A few words on being thankful…
Today feels like a good day to take some time to appreciate all that you have, doesn’t it? I think when you’re busy or distracted with big events and life changes or just a manic schedule, you can totally lose sight of who you are a bit. As in, what makes you happy, where you want to be and who you want around you.
I’m a big believer in taking stock every now and again, and a big part of that is being appreciative of what you have, even when it doesn’t feel like much, or when those around you seem to be doing better. It’s good to be grateful, even for the little things or the learning curves and life lessons.
I wanted to share some of the things I’ve been feeling happy for lately, because these little moments have definitely helped me through this year! It feels like a good excuse to share these super adorable photos from a Sunday wander through the park a few weeks ago too, I love how cute and candid these snaps are.
Turning Over a New Leaf
I’ve been feeling like I’ve had a new lease of life lately, and I think it just is because a new season has brought around a little chance to make some changes to myself.
I’ve bought a few new ‘forever’ pieces for my wardrobe, I’ve been pushing myself with work a lot and seeing some changes finally, and I’ve been managing the old work/life/social balance recently too! My calendar is chocka, but I’m loving it at least.
I feel like such a different person to who I was this time last year – even six months ago! – but it’s all positive changes, I’m feeling happier in who I am and what I’m doing.
Embracing the Festive Season
I know Christmas can be an unbearably hard time for some, I always find myself reflecting back on the year and thinking of those who have come and gone in my life, those who won’t be here this Christmas, my family back in New Zealand who I won’t see yet for months.
It also makes me think of my days working a miserable retail job in a different city from my friends and family, and I’d have this constant fear from about September onwards that I wouldn’t be able to make it home for the holidays. Actual hell.

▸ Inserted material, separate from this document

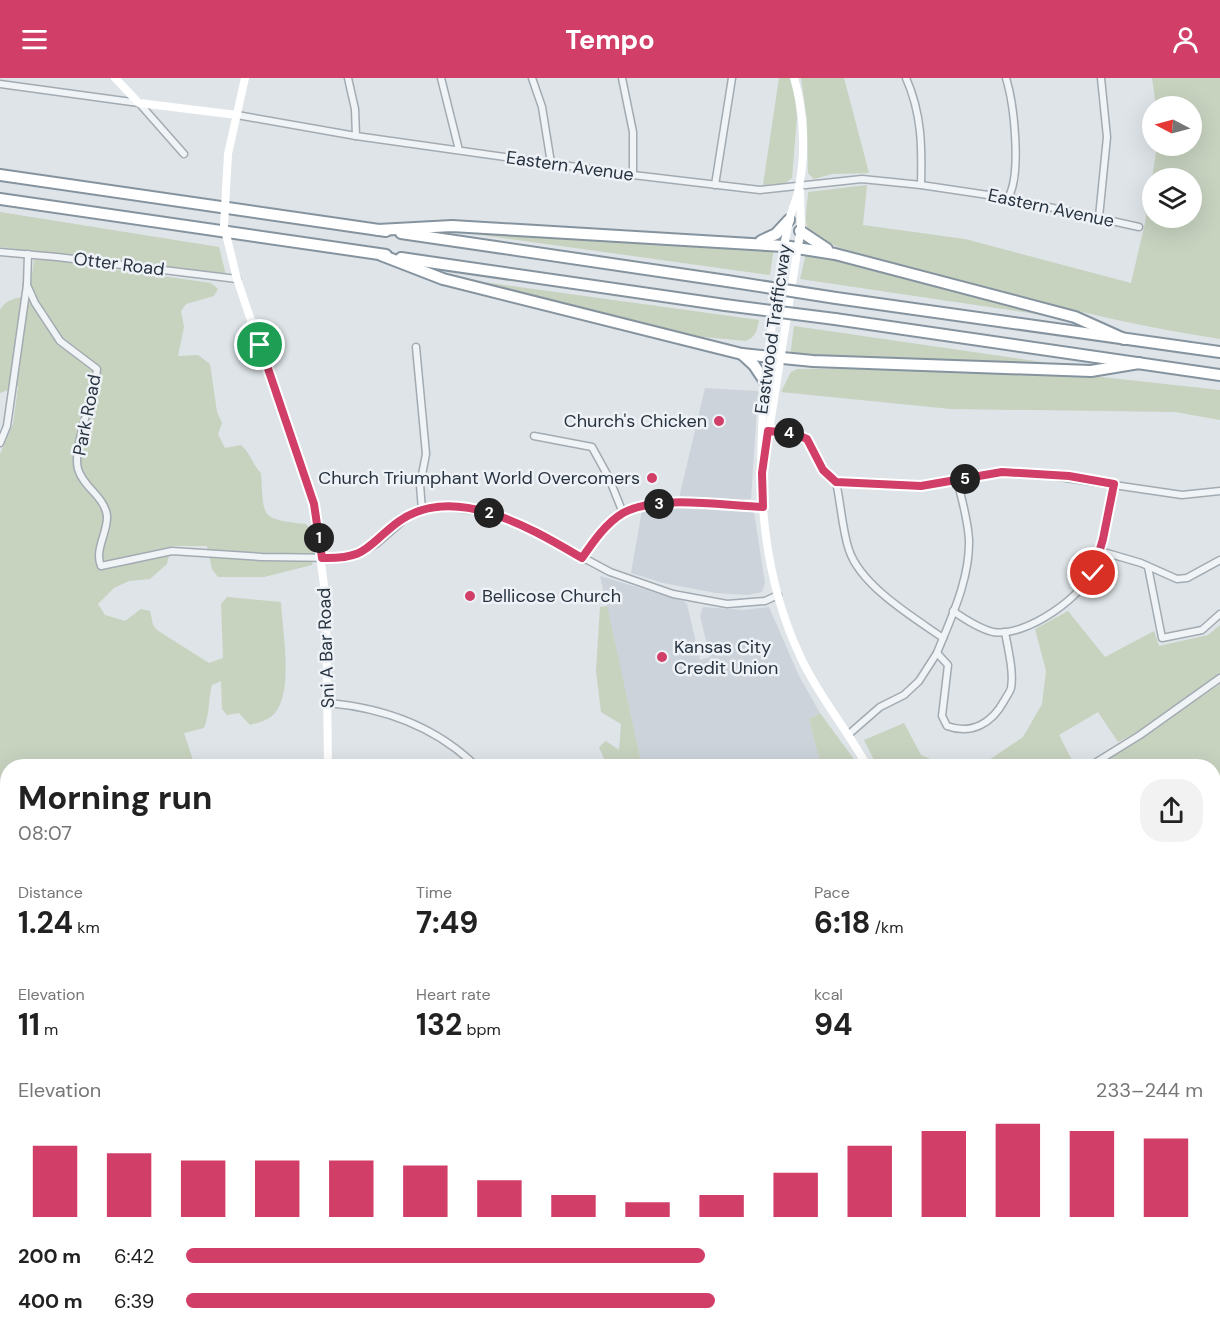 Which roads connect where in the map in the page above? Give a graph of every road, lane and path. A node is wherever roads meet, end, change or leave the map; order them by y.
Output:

I used to dread Christmas in some ways, I never had money to buy anyone decent gifts, and it was a busy time for work too so it was just all-round exhausting! In the last few years I’ve really tried to change my mindset and find ways to embrace the festivities. I guess I used to be quite materialistic about Christmas but now I find myself not caring about gifts at all. I want time with my loved ones, time to relax – it’s probably the only time I truly get a break from work!
The last few years I’ve really looked forward to a few days at home with my nearest and dearest; the nights we spend in with wine and a cheeseboard watching TV, hoping it’ll snow so we don’t have to face real life! It’s a good way to be, I think.
Some Proper Me Time
Jordan’s been away this weekend on a stag do (see this tweet for extra lols), and I have had a full weekend with nothing on. I had a delish dinner in with my brother on Friday night and went shopping with my friend yesterday, but otherwise I’ve had the flat to myself and no responsibilities!
It’s funny because when we first got together, Jordan would be away on tour a lot – sometimes for months at a time – and when he was home he was working long hours in a bar, so I spent so much time on my own. These days he’s pretty much tied to the coffee shop and it’s me going away all the time, so I rarely spend time in the flat on my own with zero plans.
I feel incredibly lucky that I am happy in my own company or with Jordie, but that I also enjoy being sociable when the time comes to it. I usually like one day and evening with friends per weekend, that’s the perfect amount for me!
It really has been wonderful spending time on my todd, I really needed some time spent quietly reading and taking long relaxing baths. Although I am ready for Jord to come home now, I want to watch the new series of The Sinner but I’m too scared to watch it on my own…
Feeling Safe & Secure
I think this one is something I’ve been thinking about while Jordan has been away because I’ve had no issues with him spending time away, I haven’t felt the need to check up on him or anything, and I’ve felt safe in our little flat on my own.
I probably wouldn’t have felt like this in my early twenties, I’ve definitely had to work at feeling at ease with situations I can’t control but I’m thankful to be in such a good place with everything now.
Even yesterday when I was shopping, I noticed I didn’t really check the price tags because I feel a lot more comfortable financially (I mean, it was only M&S so I probably couldn’t do the same in Harrods lols but still, it’s something), and I never really need to go without, which is not something I could have said 5-6 years ago. I actually think having control of my finances has made me better at spending, I no longer make panic purchases or impulse buys because I can afford to do my research and buy items on my terms. I shop smarter these days, that’s for sure!
I know these were all little personal achievements, but I think that’s what being grateful is all about – understanding that you’re lucky to even have those small moments to feel thankful for.
Is everyone feeling a bit reflective at the moment? What are some of the things you’re feeling happy for?